The homotopy groups of simplicial abelian groups can be computed by making use of the Dold–Kan correspondence which yields an equivalence of categories between simplicial abelian groups and bounded chain complexes and is given by functors

N: sAb → Ch_{+}

and

 Γ: Ch_{+} → sAb.

See also: simplicial diagram.

==History and uses of simplicial sets==
Simplicial sets were originally used to give precise and convenient descriptions of classifying spaces of groups. This idea was vastly extended by Grothendieck's idea of
considering classifying spaces of categories, and in particular by Quillen's work of algebraic K-theory. In this work, which earned him a Fields Medal, Quillen
developed surprisingly efficient methods for manipulating
infinite simplicial sets. These methods were used in other areas on the border between algebraic geometry and topology. For instance, the André–Quillen homology of a ring is a "non-abelian homology", defined and studied in this way.

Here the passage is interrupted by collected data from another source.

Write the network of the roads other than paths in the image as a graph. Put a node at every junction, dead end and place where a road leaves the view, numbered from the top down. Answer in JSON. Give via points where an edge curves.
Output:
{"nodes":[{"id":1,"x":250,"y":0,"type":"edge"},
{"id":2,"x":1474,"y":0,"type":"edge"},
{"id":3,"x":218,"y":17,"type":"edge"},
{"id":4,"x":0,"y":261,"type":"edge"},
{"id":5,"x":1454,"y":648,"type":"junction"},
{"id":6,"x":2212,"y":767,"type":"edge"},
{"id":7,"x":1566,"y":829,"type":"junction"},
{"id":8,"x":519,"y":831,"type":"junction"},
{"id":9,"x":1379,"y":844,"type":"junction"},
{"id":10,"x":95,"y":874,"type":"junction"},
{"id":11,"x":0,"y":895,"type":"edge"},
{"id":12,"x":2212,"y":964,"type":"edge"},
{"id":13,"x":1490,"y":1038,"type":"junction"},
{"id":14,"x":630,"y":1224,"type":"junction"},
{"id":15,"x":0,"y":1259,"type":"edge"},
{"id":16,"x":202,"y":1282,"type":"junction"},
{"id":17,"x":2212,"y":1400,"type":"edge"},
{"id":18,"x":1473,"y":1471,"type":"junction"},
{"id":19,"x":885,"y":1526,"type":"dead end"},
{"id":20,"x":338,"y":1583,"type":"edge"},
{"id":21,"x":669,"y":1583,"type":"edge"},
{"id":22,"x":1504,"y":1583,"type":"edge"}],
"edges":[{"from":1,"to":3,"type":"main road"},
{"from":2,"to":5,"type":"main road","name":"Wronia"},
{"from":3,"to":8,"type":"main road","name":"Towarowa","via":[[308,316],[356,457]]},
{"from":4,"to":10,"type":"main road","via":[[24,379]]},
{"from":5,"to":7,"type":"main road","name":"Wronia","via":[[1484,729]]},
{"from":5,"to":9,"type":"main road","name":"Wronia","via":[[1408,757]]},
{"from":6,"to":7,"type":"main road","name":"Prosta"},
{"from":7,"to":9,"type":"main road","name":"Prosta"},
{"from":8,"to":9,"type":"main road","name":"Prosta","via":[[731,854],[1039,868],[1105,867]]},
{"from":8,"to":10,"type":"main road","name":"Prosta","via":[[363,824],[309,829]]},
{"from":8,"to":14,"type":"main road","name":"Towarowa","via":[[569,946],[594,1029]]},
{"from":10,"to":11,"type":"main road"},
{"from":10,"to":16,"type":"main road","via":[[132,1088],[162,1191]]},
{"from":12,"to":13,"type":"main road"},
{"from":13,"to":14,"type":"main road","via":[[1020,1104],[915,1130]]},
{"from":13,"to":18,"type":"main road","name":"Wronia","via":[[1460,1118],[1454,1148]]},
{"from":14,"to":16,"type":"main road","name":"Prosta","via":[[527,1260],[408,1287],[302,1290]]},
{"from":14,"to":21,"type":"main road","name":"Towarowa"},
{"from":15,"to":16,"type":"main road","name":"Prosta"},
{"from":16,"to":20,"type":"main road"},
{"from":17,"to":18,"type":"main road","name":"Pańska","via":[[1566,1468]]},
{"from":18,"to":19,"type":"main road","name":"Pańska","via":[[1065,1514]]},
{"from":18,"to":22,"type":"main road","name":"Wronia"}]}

Both the algebraic K-theory and the André–Quillen homology are defined using algebraic data to write down a simplicial set, and then taking the homotopy groups of this simplicial set.

Simplicial methods are often useful when one wants to prove that a space is a loop space. The basic idea is that if $G$ is a group with classifying space $BG$, then $G$ is homotopy equivalent to the loop space $\Omega BG$. If $BG$ itself is a group, we can iterate the procedure, and $G$ is homotopy equivalent to the double loop space $\Omega^2 B(BG)$. In case $G$ is an abelian group, we can actually iterate this infinitely many times, and obtain that $G$ is an infinite loop space.

Even if $X$ is not an abelian group, it can happen that it has a composition which is sufficiently commutative so that one can use the above idea to prove that $X$ is an infinite loop space. In this way, one can prove that the algebraic $K$-theory of a ring, considered as a topological space, is an infinite loop space.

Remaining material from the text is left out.